Изменить размер шрифта - +
«Захотел стандарта», — иронически подумал Боканов, мысленно продолжая разговор с Волгиным.

… Гонор Пашкова сбили очень скоро, по его поведение, фальшивая поза оскорбленного только раздражали всех ребят.

— Ты понимаешь, что такое ленинско-сталинский комсомол? — в упор, медленно спрашивал Гербов. — Ты понимаешь перед кем сейчас стоишь? Я ему, товарищи, из устава прочитаю. Может, он этого не знает или забыл…

А прочитав, опять настойчиво требовал ответа:

— Ты в коммунистическом обществе думаешь жить или не думаешь? Прямо отвечай?.. Наплевал на уговор наш — жить дружно? Забыл, какое мы решение приняли: кто нарушит дружбу, отвечает перед всеми?

Ковалев, поднимаясь с места, так резко отбросил крышку парты, что она громко стукнула.

Лицо его, с темной полоской волос над верхней губой, было сурово.

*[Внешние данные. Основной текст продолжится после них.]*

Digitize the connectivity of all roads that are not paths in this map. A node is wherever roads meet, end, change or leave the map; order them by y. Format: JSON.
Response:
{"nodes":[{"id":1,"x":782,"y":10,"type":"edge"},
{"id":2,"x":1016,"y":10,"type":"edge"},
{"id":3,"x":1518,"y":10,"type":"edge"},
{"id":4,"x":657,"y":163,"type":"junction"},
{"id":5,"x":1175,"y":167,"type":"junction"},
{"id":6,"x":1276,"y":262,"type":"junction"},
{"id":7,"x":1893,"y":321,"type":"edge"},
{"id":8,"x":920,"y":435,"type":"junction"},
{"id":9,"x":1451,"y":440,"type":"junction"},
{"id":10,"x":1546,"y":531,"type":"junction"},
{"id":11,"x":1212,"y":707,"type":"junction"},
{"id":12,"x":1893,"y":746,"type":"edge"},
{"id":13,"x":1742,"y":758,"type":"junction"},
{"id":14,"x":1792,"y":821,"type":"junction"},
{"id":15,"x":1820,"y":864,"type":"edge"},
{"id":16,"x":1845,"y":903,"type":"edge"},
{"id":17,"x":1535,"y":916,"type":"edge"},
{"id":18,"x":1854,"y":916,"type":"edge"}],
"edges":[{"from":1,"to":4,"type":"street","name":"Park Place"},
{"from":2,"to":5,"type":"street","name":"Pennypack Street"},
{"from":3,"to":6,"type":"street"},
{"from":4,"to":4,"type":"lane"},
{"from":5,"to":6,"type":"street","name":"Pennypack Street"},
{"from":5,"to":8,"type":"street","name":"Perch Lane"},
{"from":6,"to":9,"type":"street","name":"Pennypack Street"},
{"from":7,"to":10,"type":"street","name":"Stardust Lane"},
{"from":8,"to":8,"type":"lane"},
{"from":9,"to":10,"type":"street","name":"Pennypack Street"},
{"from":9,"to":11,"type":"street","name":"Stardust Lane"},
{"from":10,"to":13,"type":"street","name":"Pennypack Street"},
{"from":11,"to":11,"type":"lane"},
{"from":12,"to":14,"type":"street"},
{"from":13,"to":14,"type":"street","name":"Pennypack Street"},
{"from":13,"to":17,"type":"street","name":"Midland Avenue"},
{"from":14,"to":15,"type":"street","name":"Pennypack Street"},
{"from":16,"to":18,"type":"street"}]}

— Мы здесь должны ему всю правду в лицо сказать, — отрывисто, внутренне сдерживая себя, сказал он. — Среди нас нет таких, что хотят жить по принципу: «Меня не трогай и я не трону». Так вот — слушай правду: ты — Нарцисс самовлюбленный! Вечно хвастаешь отцом. Ну, он — достойный человек, а ты-то при чем тут?

Володя перевел дыхание:

— Ты читаешь сейчас выступления Вышинского в ООН против поджигателей войны? Почему он так смело, сильно говорит? Да потому, что чувствует за собой весь сплоченный советский народ. Дружный! Это видит весь мир, а для тебя коллектив — ничто? Ты краем бы ума об этом подумал. В дневнике пишет, — обратился Ковалев к собранию, — плевать на нас!

Взорвались возмущенные голоса:

— Да что с ним долго разговаривать!

— Персона!

Володя снова глубоко вобрал воздух, гневно спросил Пашкова, шагнув к нему:

— Значит, тебе законы социалистического общества не дороги?

— А ты сам святой? — беспомощно огрызнулся Пашков.

— Нисколько, Я прямо могу сказать о своих недостатках, хотя очень недоволен ими.

Он приостановился, словно беря разгон, и выпалил:

— Я не всегда выдержан, как ни стремлюсь к этому.

Боканов удовлетворенно подумал: «Хорошо!»

И как водится в таких случаях, Пашкову припомнили «по совокупности» все: и то, что он пытался в позапрошлом году превратить малышей Тутукина в своих прислужников, поручал им чистить пуговицы на своей гимнастерке; и то, что в минувшем году не пошел вместе со всеми на субботник, а в лагерях отказался от одного общественного поручения: «Я — выпускник».

Но самым прямолинейно-суровым было выступление друга Геннадия — звонкоголосого, обычно смешливого Павлика Снопкова. Чувствовалось: нелегко ему отрывать от себя друга, делает он это с болью, но иначе поступить не может.

— Конечно, в нашем человеке надо прежде всего хорошее искать, видеть в нем товарища в общей борьбе и труде, — говорил Павлик, — но быть и беспощадным, если он мешает нам двигаться вперед… Правильно?

Павлик обвел присутствующих серьезным взглядом и, встретив подтверждение, продолжал:

— В комсомоле кто? Молодые коммунисты… а он какой же коммунист? — «Он» прозвучало отчужденно, будто отбросил последний мост, соединяющий с Геннадием.

— Мы должны вопрос решать государственно, — жестко сказал Снопков, — как индивидуалиста — исключить. — Пусть знает, как отрываться от коллектива. Если таких не учить, бесчестные люди выйдут… Им до всех дела нет, — только б самим покрасоваться…

Вот когда Пашкова проняло. Он поднялся, судорожно прикусил губу.